[Work order] Wherever a line holds the word "London", copy that line from the data.

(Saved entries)
-=-=-=-=-

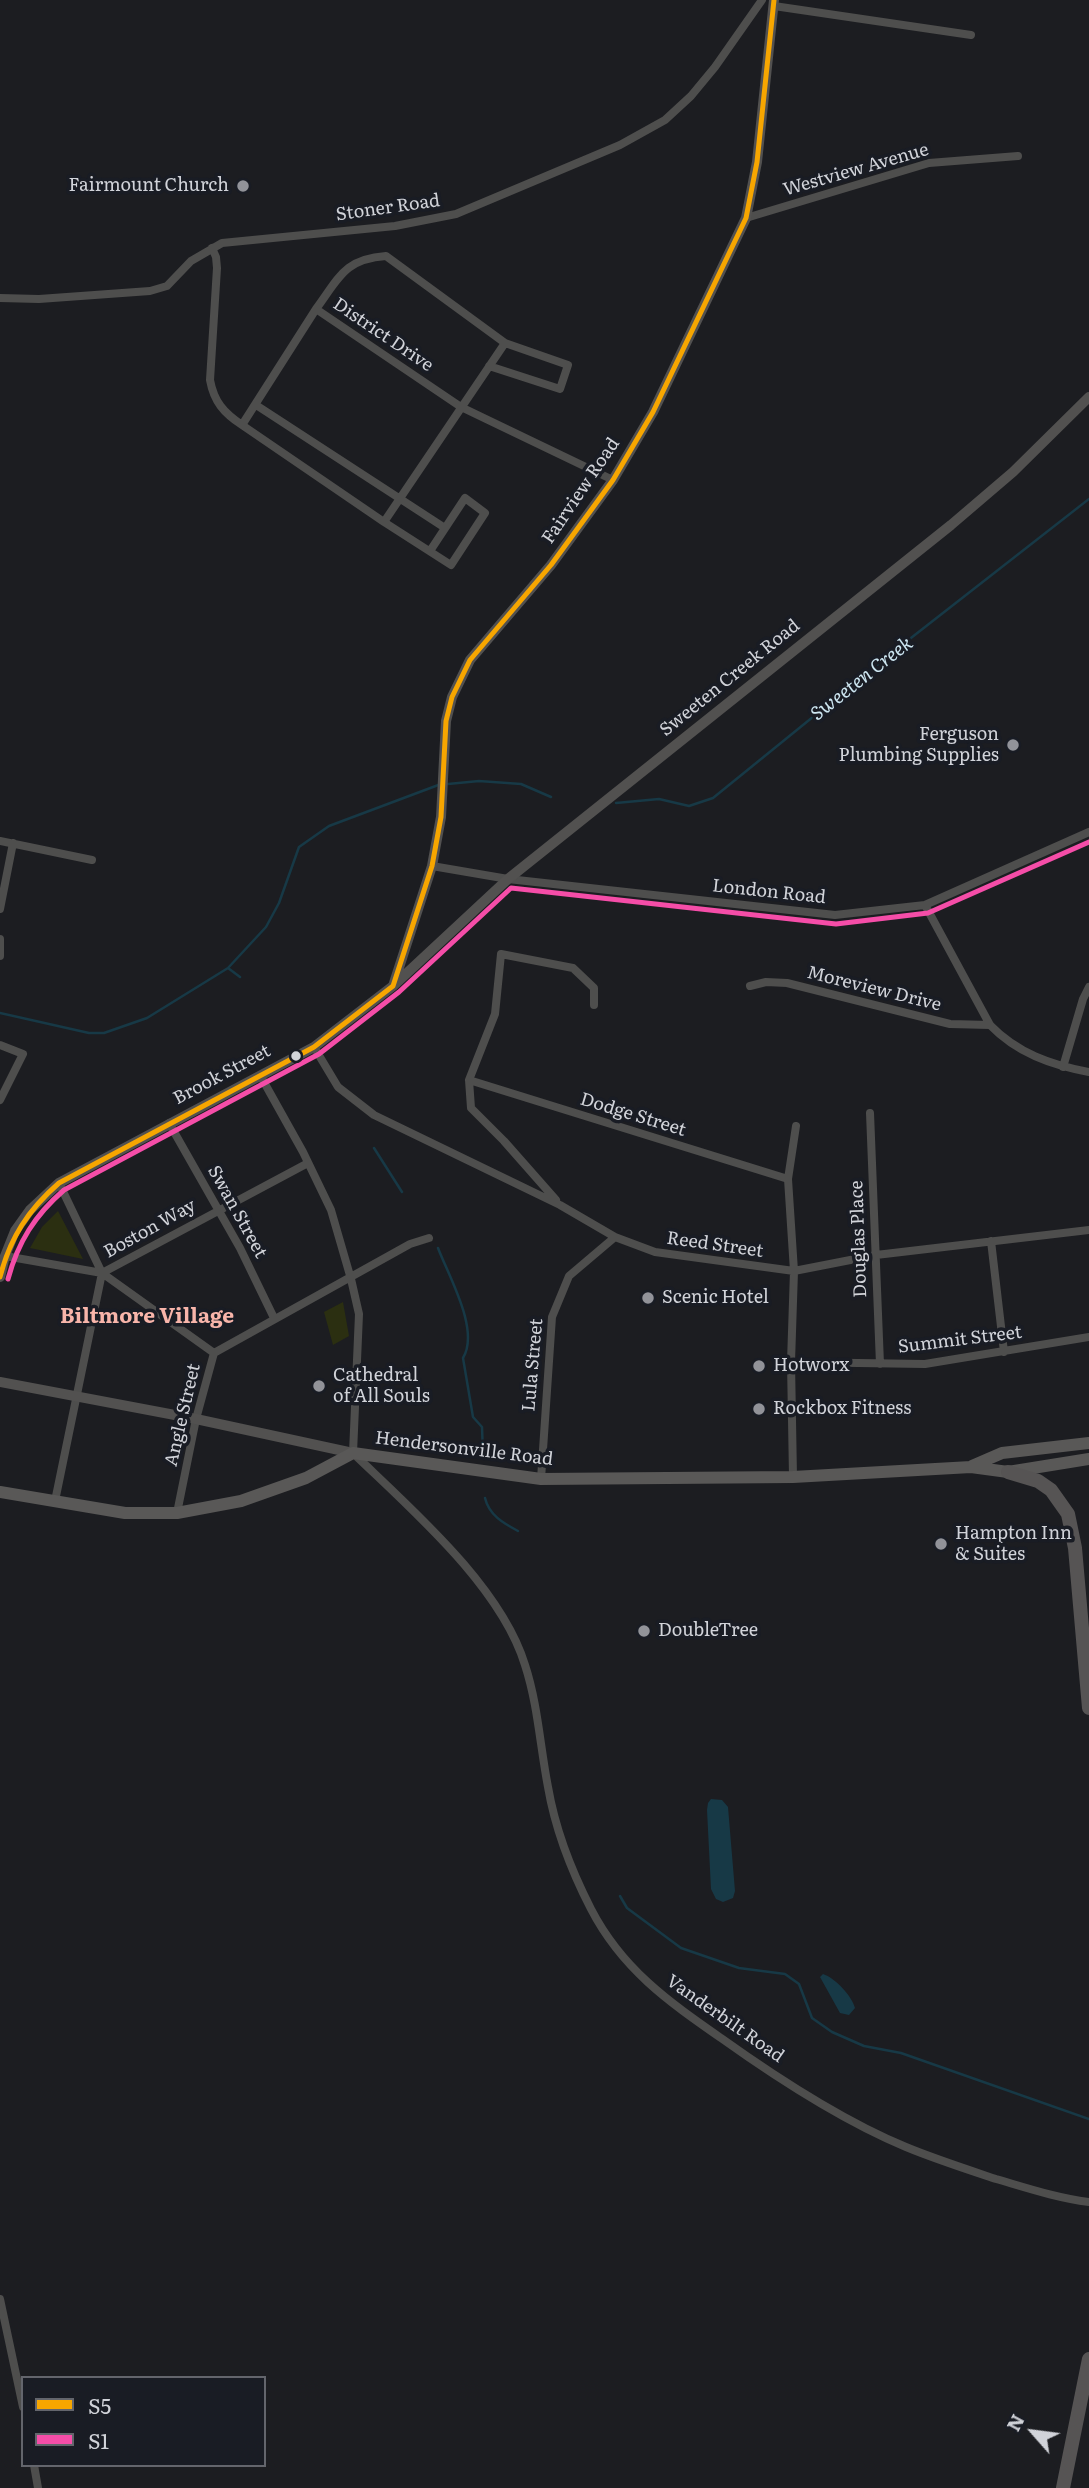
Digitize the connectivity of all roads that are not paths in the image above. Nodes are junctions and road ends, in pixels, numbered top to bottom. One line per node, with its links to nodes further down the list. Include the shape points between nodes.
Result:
1 (762, 0): 6 (street, Stoner Road, via 691,96 664,120 620,145 456,214 395,226 229,242)
2 (774, 3): 3 (street); 5 (main road, Fairview Road, via 757,162)
3 (971, 35)
4 (1017, 156): 5 (street, Westview Avenue, via 929,163)
5 (746, 218): 15 (main road, Fairview Road, via 653,412)
6 (212, 248): 7 (street, Stoner Road, via 184,267 167,286 155,290); 14 (street, via 217,268 210,380 220,408)
7 (0, 298)
8 (316, 309): 9 (street, via 346,267 386,256); 12 (street, District Drive); 13 (street, District Drive)
9 (505, 343): 10 (street); 10 (street, via 568,365 560,389)
10 (489, 366): 13 (street)
11 (1089, 397): 25 (main road, Sweeten Creek Road, via 951,525)
12 (256, 405): 14 (street, District Drive); 16 (street)
13 (461, 407): 15 (street, District Drive); 16 (street)
14 (242, 425): 17 (street)
15 (613, 480): 24 (main road, Fairview Road, via 551,565 470,660 452,696)
16 (399, 499): 17 (street); 18 (street)
17 (384, 522): 19 (street)
18 (445, 528): 19 (street); 19 (street, via 465,498 485,513 451,565)
19 (429, 551)
20 (1089, 832): 26 (street, London Road)
21 (0, 841): 22 (street)
22 (13, 844): 23 (street); 27 (street)
23 (92, 860)
24 (432, 866): 25 (street, London Road); 30 (main road, Fairview Road)
25 (508, 879): 26 (street, London Road, via 835,915); 30 (main road, Sweeten Creek Road)
26 (925, 905): 34 (street)
27 (0, 909)
28 (0, 939): 29 (street)
29 (0, 956)
30 (393, 986): 36 (main road, Brook Street)
31 (750, 986): 34 (street, Moreview Drive, via 787,983 950,1024)
32 (1089, 986): 37 (street)
33 (594, 1005): 40 (street, via 594,988 573,968 501,954 495,1014)
34 (990, 1025): 37 (street, via 1025,1053)
35 (0, 1045): 41 (street, via 23,1054)
36 (314, 1048): 39 (main road, Brook Street); 48 (street, Reed Street, via 338,1087 374,1115)
37 (1063, 1067): 38 (street)
38 (1089, 1072)
39 (260, 1074): 43 (main road, Brook Street); 45 (street)
40 (469, 1080): 46 (street, Dodge Street); 48 (street, via 471,1108)
41 (0, 1100)
42 (870, 1114): 54 (street, Douglas Place)
43 (169, 1123): 47 (main road, Brook Street); 49 (street, Swan Street)
44 (796, 1126): 46 (street)
45 (308, 1163): 49 (street, Boston Way); 59 (street, via 331,1210)
46 (788, 1179): 56 (street)
47 (60, 1182): 55 (main road, Brook Street, via 30,1210); 57 (street)
48 (560, 1205): 51 (street, Reed Street)
49 (218, 1210): 57 (street, Boston Way); 60 (street, Swan Street)
50 (1089, 1230): 53 (street, Reed Street)
51 (615, 1237): 56 (street, Reed Street, via 654,1252); 75 (street, Lula Street, via 569,1276 552,1317)
52 (429, 1238): 59 (street, Angle Street, via 410,1244)
53 (991, 1241): 54 (street, Reed Street); 62 (street)
54 (876, 1255): 56 (street, Reed Street); 65 (street, Douglas Place)
55 (5, 1256): 57 (street); 58 (main road, Brook Street)
56 (794, 1271): 64 (street)
57 (102, 1273): 63 (street); 67 (street, Boston Way)
58 (0, 1277)
59 (351, 1279): 60 (street, Angle Street); 70 (street, via 359,1314)
60 (274, 1318): 63 (street, Angle Street)
61 (1089, 1337): 62 (street, Summit Street)
62 (1004, 1352): 65 (street, Summit Street, via 925,1364)
63 (214, 1353): 68 (street, Angle Street)
64 (791, 1362): 65 (street, Summit Street); 74 (street)
65 (880, 1364)
66 (0, 1382): 67 (main road, Hendersonville Road)
67 (75, 1396): 68 (main road, Hendersonville Road); 77 (street, Boston Way)
68 (196, 1419): 70 (main road, Hendersonville Road); 78 (street, Angle Street)
69 (1089, 1443): 72 (main road, Hendersonville Road, via 1002,1454)
70 (352, 1453): 75 (main road, Hendersonville Road); 78 (main road, via 269,1493); 80 (street, Vanderbilt Road, via 430,1527 506,1623 525,1663 552,1809 571,1863 603,1931 635,1970 659,1994 751,2059 904,2146 1037,2192)
71 (1089, 1460): 73 (main road, Hendersonville Road)
72 (971, 1467): 73 (main road, Hendersonville Road); 74 (main road, Hendersonville Road)
73 (1008, 1472): 79 (highway, via 1038,1481 1068,1514)
74 (793, 1477): 75 (main road, Hendersonville Road)
75 (541, 1479)
76 (1, 1493): 77 (main road)
77 (55, 1501): 78 (main road, via 125,1513)
78 (177, 1513)
79 (1089, 1708)
80 (1089, 2202)
81 (0, 2299): 83 (street)
82 (1089, 2359): 86 (highway)
83 (21, 2398)
84 (34, 2467): 85 (street)
85 (38, 2488)
86 (1063, 2488)

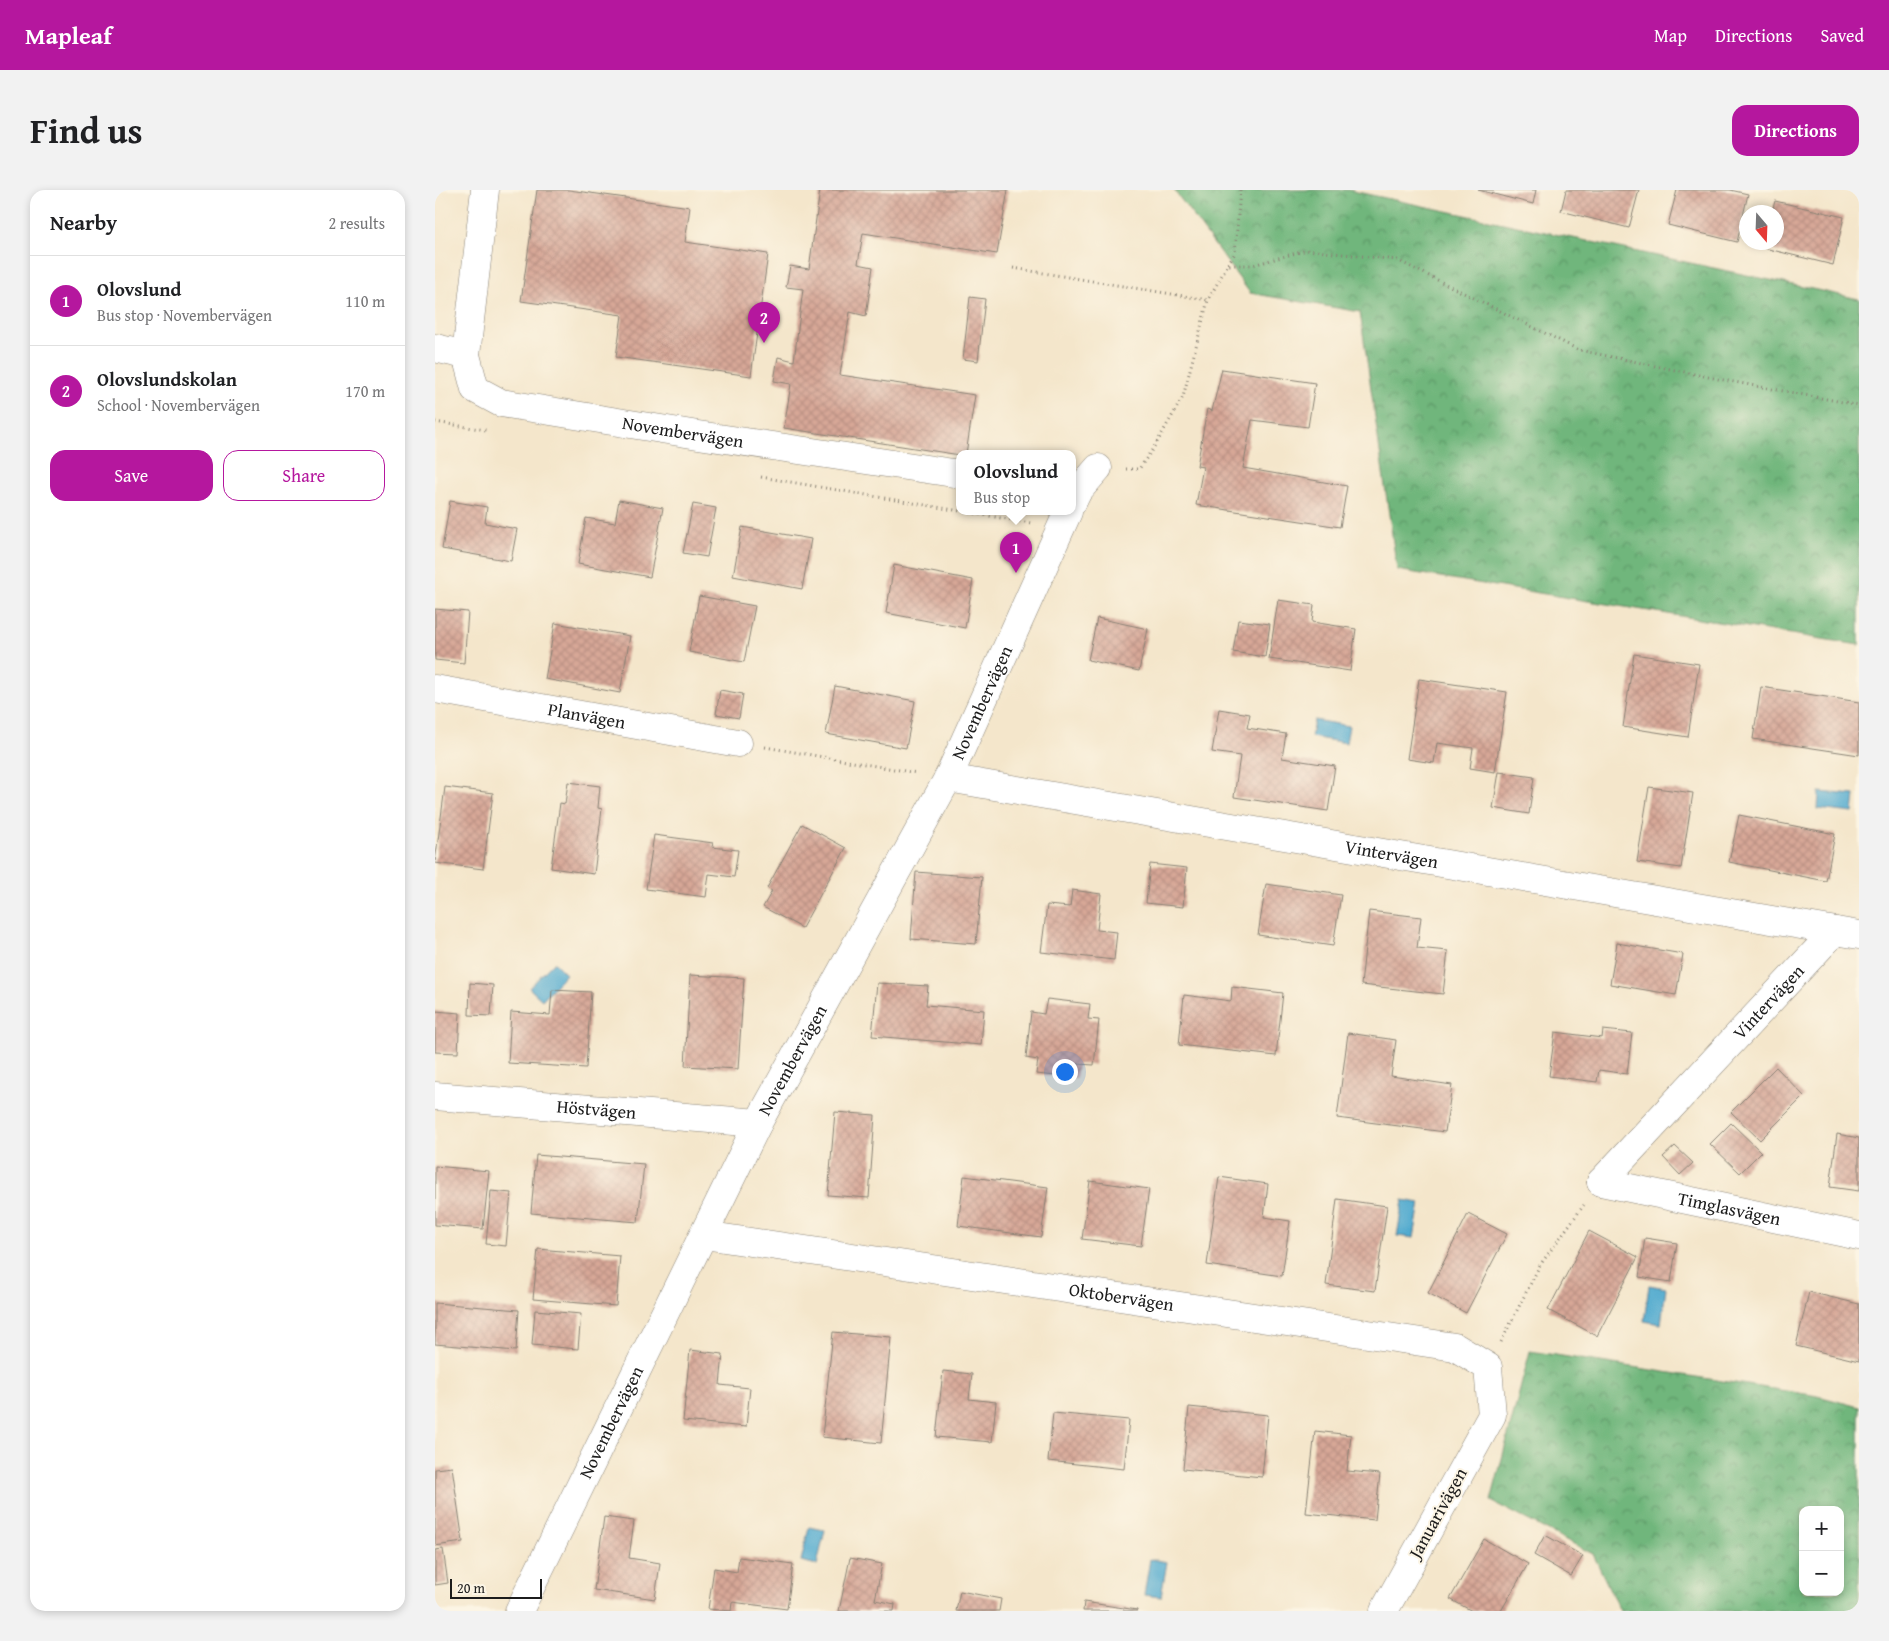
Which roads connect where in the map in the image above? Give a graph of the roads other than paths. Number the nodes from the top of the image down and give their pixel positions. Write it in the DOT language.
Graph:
graph roads {
  1 [pos="485,190"];
  2 [pos="435,348"];
  3 [pos="466,355"];
  4 [pos="1098,468"];
  5 [pos="956,473"];
  6 [pos="1076,497"];
  7 [pos="1066,515"];
  8 [pos="435,690"];
  9 [pos="738,743"];
  10 [pos="946,783"];
  11 [pos="1847,933"];
  12 [pos="435,1096"];
  13 [pos="758,1123"];
  14 [pos="1601,1182"];
  15 [pos="704,1235"];
  16 [pos="1859,1236"];
  17 [pos="1492,1415"];
  18 [pos="519,1611"];
  19 [pos="1383,1611"];
  1 -- 3 [label="street, Novembervägen"];
  2 -- 3 [label="street"];
  3 -- 5 [label="street, Novembervägen"];
  4 -- 6 [label="street, Novembervägen"];
  7 -- 10 [label="street, Novembervägen"];
  8 -- 9 [label="street, Planvägen"];
  10 -- 11 [label="street, Vintervägen"];
  10 -- 13 [label="street, Novembervägen"];
  11 -- 14 [label="street, Vintervägen"];
  12 -- 13 [label="street, Höstvägen"];
  13 -- 15 [label="street, Novembervägen"];
  14 -- 16 [label="street, Timglasvägen"];
  15 -- 17 [label="street, Oktobervägen"];
  15 -- 18 [label="street, Novembervägen"];
  17 -- 19 [label="street, Januarivägen"];
}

-=-=-=-=-

[Written response]
20 (1089, 832): 26 (street, London Road)
24 (432, 866): 25 (street, London Road); 30 (main road, Fairview Road)
25 (508, 879): 26 (street, London Road, via 835,915); 30 (main road, Sweeten Creek Road)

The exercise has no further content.